Xitami Under Windows

The Windows version of Xitami provides a simple control panel that lets you start, stop, and monitor the web server. The service version is easily installed as an NT service, or can be run as a command-line program. It then accepts the command-line switches described later.

Xitami Under UNIX

Under UNIX, Xitami can run as a foreground process or a daemon. You can run it interactively to test your configuration, and then configure your system inittab or start-up scripts to run it automatically.  

This is the command-line syntax for Xitami:

Syntax: xitami [options...]
Options:
  -r directory     Root directory for web pages (webpages).
  -c directory     Directory for CGI programs (cgi-bin).
  -b portbase      Shift HTTP port 80 by this value.  E.g. to run
                   Xitami on port 7080, do 'xitami -b 7000'.
  -l filename      Log file for output (xitami.log).
  -a filename      Authentication file (xitami.aut).
  -q               Quite mode: no messages or log.
  -s               Server mode: run as background job.
  -t               Trace all socket i/o operations to log file.
  -v               Show Xitami version information.
  -h               Show summary of command-line options.

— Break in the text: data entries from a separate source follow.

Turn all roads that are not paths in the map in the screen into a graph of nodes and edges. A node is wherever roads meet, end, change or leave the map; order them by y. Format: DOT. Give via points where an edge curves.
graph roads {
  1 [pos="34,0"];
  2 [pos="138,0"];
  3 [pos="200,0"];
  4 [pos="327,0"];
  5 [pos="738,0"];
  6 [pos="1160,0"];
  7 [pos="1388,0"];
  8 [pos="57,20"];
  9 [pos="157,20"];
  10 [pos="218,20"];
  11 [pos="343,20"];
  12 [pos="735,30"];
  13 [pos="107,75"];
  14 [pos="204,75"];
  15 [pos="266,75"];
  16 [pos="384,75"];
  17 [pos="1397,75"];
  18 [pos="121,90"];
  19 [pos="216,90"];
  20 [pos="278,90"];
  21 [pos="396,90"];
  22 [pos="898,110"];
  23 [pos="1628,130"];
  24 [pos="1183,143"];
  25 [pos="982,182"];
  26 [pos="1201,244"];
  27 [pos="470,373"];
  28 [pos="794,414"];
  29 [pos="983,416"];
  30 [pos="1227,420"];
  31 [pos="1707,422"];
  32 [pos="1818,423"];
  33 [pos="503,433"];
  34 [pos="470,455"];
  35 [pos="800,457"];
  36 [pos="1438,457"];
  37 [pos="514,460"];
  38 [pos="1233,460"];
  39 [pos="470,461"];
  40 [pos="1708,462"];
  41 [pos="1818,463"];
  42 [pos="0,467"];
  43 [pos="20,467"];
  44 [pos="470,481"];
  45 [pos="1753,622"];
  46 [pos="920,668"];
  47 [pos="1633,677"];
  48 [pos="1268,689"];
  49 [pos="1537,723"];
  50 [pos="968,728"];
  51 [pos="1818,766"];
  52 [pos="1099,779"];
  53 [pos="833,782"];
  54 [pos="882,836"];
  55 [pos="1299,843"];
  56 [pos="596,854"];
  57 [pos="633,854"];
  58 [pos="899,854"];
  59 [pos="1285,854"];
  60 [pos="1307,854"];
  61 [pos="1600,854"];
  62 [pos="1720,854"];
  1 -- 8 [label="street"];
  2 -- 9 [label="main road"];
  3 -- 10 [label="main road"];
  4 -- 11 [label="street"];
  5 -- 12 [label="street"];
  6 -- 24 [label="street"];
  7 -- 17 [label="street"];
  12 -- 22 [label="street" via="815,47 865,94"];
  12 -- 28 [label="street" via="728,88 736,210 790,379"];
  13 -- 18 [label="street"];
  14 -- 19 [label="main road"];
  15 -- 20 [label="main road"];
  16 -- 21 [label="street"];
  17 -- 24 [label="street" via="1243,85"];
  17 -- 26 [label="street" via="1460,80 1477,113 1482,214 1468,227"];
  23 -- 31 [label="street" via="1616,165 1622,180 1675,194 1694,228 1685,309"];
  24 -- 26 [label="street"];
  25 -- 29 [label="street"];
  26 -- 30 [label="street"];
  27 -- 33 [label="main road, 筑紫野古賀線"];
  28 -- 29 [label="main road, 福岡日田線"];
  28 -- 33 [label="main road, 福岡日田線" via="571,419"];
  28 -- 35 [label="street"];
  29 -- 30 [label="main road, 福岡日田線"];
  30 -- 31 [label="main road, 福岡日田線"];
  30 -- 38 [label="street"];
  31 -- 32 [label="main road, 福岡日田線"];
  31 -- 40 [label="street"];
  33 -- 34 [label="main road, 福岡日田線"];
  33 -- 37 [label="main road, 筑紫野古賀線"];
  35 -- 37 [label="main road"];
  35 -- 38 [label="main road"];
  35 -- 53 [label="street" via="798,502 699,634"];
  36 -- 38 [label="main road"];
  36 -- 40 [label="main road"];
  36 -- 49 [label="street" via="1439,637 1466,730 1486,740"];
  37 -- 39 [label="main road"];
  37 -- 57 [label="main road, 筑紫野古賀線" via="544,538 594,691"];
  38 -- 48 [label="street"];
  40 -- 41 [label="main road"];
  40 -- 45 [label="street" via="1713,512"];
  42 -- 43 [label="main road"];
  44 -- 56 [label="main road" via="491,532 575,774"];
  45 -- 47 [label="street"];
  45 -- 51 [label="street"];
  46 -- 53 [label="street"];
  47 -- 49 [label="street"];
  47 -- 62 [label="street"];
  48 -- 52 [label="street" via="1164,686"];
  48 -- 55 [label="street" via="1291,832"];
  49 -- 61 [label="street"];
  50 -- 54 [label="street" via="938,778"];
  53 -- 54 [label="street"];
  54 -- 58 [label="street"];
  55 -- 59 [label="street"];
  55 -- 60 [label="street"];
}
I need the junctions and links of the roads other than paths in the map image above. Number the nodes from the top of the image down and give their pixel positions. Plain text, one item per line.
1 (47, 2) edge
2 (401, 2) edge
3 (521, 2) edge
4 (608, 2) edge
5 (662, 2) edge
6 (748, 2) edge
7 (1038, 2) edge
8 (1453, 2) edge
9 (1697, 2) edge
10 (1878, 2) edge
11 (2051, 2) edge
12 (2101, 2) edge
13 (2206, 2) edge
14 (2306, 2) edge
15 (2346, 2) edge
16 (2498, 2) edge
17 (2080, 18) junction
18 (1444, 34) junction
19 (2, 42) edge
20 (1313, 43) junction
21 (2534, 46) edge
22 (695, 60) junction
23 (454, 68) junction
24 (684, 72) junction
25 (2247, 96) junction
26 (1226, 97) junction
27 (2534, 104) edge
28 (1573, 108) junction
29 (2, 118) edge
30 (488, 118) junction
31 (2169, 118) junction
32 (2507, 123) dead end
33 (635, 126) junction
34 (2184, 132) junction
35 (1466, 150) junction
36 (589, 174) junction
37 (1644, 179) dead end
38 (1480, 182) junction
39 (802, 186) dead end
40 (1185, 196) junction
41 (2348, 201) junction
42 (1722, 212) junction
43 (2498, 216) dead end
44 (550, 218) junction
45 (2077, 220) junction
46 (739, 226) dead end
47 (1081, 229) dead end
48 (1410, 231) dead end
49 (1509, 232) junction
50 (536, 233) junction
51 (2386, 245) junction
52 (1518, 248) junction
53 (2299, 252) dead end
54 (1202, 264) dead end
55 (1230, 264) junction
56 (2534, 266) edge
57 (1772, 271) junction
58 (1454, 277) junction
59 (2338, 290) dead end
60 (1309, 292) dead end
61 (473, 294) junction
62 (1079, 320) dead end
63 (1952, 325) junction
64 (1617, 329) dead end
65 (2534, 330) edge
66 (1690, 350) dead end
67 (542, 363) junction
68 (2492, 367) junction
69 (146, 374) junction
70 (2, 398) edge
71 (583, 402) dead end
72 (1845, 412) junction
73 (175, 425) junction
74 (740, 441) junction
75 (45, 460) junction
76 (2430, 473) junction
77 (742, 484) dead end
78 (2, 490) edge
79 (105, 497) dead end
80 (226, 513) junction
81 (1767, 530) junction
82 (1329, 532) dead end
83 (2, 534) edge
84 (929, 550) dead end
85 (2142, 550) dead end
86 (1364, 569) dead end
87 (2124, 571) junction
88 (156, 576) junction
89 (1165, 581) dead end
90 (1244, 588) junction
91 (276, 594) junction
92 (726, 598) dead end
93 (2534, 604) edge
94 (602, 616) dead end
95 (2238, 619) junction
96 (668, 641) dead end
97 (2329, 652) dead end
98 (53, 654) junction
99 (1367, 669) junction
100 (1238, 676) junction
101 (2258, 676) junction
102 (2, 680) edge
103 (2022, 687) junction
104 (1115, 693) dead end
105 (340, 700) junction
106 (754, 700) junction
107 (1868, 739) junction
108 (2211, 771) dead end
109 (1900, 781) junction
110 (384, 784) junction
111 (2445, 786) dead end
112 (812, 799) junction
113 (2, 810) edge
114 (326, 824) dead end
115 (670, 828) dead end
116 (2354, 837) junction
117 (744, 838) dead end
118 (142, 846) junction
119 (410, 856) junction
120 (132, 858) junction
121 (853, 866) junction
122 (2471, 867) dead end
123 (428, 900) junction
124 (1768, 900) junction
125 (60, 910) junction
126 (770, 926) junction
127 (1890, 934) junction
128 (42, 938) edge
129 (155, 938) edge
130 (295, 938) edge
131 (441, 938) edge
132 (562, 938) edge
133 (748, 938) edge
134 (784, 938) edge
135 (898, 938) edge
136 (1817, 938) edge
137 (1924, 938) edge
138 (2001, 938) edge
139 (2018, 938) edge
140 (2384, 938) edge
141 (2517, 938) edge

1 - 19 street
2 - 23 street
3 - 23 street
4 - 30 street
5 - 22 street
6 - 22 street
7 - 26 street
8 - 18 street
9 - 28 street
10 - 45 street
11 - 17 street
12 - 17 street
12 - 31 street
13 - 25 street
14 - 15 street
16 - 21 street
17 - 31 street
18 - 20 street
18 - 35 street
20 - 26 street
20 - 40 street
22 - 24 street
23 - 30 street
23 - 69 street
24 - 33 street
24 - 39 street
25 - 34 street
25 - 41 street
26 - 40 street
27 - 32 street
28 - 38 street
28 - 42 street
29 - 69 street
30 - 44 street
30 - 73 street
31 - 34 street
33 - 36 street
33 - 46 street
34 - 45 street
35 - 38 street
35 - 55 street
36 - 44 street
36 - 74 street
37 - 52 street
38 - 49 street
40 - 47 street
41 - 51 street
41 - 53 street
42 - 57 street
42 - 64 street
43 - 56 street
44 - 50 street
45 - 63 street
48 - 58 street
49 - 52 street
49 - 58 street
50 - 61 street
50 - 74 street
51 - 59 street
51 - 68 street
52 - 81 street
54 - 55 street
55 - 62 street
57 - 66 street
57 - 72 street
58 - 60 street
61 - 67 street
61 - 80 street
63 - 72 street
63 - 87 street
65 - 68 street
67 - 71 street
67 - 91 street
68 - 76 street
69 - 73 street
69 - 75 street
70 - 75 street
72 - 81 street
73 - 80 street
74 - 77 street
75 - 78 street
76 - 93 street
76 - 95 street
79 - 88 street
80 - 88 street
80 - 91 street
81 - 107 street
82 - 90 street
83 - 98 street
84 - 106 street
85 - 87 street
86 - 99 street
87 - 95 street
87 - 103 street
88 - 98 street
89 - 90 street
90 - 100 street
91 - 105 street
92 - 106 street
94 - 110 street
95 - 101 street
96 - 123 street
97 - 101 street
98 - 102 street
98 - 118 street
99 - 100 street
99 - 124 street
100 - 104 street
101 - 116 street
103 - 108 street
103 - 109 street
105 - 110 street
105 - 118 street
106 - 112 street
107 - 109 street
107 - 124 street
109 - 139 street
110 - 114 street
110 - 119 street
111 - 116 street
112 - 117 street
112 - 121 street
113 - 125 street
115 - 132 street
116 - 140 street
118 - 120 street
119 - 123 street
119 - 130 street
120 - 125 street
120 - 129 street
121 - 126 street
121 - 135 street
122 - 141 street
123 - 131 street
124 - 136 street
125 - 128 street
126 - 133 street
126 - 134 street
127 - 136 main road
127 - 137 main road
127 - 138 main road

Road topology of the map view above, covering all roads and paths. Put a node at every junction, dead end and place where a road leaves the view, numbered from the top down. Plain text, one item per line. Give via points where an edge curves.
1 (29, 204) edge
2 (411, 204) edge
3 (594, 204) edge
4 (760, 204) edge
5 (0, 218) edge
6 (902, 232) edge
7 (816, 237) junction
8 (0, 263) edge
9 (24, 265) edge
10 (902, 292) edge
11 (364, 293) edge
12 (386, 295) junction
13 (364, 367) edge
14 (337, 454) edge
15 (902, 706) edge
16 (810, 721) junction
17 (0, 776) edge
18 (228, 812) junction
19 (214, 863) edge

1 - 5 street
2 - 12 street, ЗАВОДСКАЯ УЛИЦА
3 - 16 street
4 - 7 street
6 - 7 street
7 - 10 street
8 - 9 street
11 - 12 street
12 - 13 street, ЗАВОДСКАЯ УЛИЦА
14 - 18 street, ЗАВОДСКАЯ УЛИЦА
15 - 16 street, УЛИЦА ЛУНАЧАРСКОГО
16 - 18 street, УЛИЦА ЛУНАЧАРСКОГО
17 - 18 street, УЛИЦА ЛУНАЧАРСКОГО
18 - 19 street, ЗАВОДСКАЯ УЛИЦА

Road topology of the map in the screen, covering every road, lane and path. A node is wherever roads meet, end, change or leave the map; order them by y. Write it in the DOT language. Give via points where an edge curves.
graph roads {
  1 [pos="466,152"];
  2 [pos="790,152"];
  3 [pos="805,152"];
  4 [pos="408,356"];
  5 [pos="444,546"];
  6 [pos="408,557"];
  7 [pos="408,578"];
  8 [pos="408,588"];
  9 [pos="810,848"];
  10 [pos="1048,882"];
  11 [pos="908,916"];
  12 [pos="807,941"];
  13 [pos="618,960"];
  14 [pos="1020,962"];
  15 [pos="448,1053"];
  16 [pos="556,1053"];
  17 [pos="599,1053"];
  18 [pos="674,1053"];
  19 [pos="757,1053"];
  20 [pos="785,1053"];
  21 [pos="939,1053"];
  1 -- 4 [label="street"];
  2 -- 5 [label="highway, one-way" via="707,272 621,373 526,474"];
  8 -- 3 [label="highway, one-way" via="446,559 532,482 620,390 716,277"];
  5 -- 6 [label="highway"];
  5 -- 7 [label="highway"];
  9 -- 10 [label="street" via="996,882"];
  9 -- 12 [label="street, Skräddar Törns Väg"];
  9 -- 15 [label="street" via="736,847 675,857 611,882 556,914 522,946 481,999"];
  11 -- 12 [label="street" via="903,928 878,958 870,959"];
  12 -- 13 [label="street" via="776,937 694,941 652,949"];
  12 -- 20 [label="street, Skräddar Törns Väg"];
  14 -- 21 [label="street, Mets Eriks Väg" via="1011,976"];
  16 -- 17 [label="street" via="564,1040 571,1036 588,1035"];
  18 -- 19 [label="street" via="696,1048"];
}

The -s option has no effect on Windows systems; under UNIX it does the following: Xitami recreates itself as a background process, ignoring the SIGHUP signal.

Testing Xitami

Run Xitami as described in the installation section. Connect with a browser to the URL: http://hostname/ or http://hostname:5080/. If Xitami is correctly installed, you should see a page entitled: "Welcome To Xitami". Please read this page and try the various links and buttons to ensure that Xitami is working correctly. If you install your own web pages, you can still access the Xitami Welcome page by using the URL: http://hostname/default.htm.

Using Xitami

These options can be changed. The webpages directory can be any relative (depending on the directory where Xitami is run) or absolute directory (with a full path name).

The cgi-bin directory can be specified in various ways - see the section on CGI programming in Xitami.

Xitami will negotiate with the web browser to find a file when the URL does not specify a filename. It will search for an HTML file called index.htm, index.html, default.htm, or default.html, in that order. If none of these files are found, Xitami returns the directory listing, formatted as an HTML page.

You should install a file called 'index.htm' in the webpages directory, to override the 'default.htm' file used by Xitami.

User Authentication

Xitami supports the HTTP/1.0 Basic Authentication protocol. This is a minimalistic security approach that is quick and supported by all browsers, but which should not be used for very sensitive data, since the user name and password can be extracted from the TCP/IP packets sent by the browser.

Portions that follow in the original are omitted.